Pada masa itu hiburan tidak sejamak seperti sekarang, untuk mendapatkan atau mendengarkan setiap hiburan radio atau taperecorder diperlukan biaya cukup besar harga radio dan tape recorder tidak dianggap murah, dari pada membelinya alangkah baiknya digunakan untuk memenuhi kebutuhan primer terlebih dahulu, dan ini menjadi ciri sebuah wilayah atau padusunan yang memprioritaskan terpenting dari kebutuhan kurang penting hiburan misalnya gak penting-penting amat, maka orang yang sudah bisa menikmati hiburan berarti dia sudah tercukupi seluruh kebutuhan primer, sekundernya sangat berbeda seperti jaman sekarang lebih suka lapar, dan berteduh tidur dengan tiker daripada tidak exis ya nggak, atau FOMO (Fear Missing Out) jadi tidak jalan dong.

Maka cara paling mudah dan murah adalah nebeng di tetangga yang memilikinya alat tersebut, wah Bahasa nebeng ini bahaya gak yah, tapi nebeng itu memang ada sejak dahulu bahwa sejatinya kita tidak punya, maka numpang/nebeng pada yang punya itu hal biasa, kan cuman ndengerin dari radio, tapi kalau nebeng naik pesawat nah saya tidak paham itu, udah biarkan saja mereka yang lebih paham.

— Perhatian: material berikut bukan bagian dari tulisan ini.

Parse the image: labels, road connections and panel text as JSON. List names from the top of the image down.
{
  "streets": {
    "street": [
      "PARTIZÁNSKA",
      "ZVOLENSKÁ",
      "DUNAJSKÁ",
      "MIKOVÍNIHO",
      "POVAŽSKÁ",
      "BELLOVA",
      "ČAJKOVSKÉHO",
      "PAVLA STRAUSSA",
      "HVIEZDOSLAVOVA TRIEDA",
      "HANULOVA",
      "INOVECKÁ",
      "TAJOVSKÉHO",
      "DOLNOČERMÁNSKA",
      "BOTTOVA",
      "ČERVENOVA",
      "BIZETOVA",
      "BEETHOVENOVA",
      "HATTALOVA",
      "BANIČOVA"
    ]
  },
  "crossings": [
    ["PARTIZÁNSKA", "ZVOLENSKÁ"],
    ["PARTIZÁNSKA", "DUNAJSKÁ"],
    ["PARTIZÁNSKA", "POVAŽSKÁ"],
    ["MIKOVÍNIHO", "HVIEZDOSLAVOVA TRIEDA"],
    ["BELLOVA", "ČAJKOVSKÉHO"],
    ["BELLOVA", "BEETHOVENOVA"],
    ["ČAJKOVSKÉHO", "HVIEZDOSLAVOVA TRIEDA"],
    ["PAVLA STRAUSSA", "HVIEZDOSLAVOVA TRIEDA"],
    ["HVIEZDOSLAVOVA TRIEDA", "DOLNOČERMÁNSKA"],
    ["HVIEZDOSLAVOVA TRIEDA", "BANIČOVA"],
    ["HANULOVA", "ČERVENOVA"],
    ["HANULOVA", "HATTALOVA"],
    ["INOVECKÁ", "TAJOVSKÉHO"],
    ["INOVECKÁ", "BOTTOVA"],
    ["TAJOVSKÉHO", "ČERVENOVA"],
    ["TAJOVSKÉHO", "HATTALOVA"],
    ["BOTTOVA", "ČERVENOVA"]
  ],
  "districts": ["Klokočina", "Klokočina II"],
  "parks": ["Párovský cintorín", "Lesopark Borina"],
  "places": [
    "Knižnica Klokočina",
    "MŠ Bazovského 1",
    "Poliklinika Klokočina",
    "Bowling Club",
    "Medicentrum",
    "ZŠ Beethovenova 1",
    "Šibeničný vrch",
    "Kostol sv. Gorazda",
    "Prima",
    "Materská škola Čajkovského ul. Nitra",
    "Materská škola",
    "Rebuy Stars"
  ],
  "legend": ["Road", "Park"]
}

Baiklah kita Kembali pada topik bahwa pentas seni, drama jaman itu masih sedikit, di daerah saya yang paling mahal adalah pertunjukan wayang kulit ini mewah semua tumplek blek penjual pedagang umkm, bahkan sampai penjudi ada perputaran uang di pergelaran wayang semalam suntuk sangat tinggi dan ekonomi warga makin hidup jika selalu diadakan, berbeda dengan sekarang pertunjukan artis salalu dengan membayar mahal, pertunjukan balap motor atau mobil harus membeli tiket, semua yang mendapatkan keuntungan hanya orang-orang berduit, akhirnya kemakmuran hanya berputar pada orang-orang itu saja.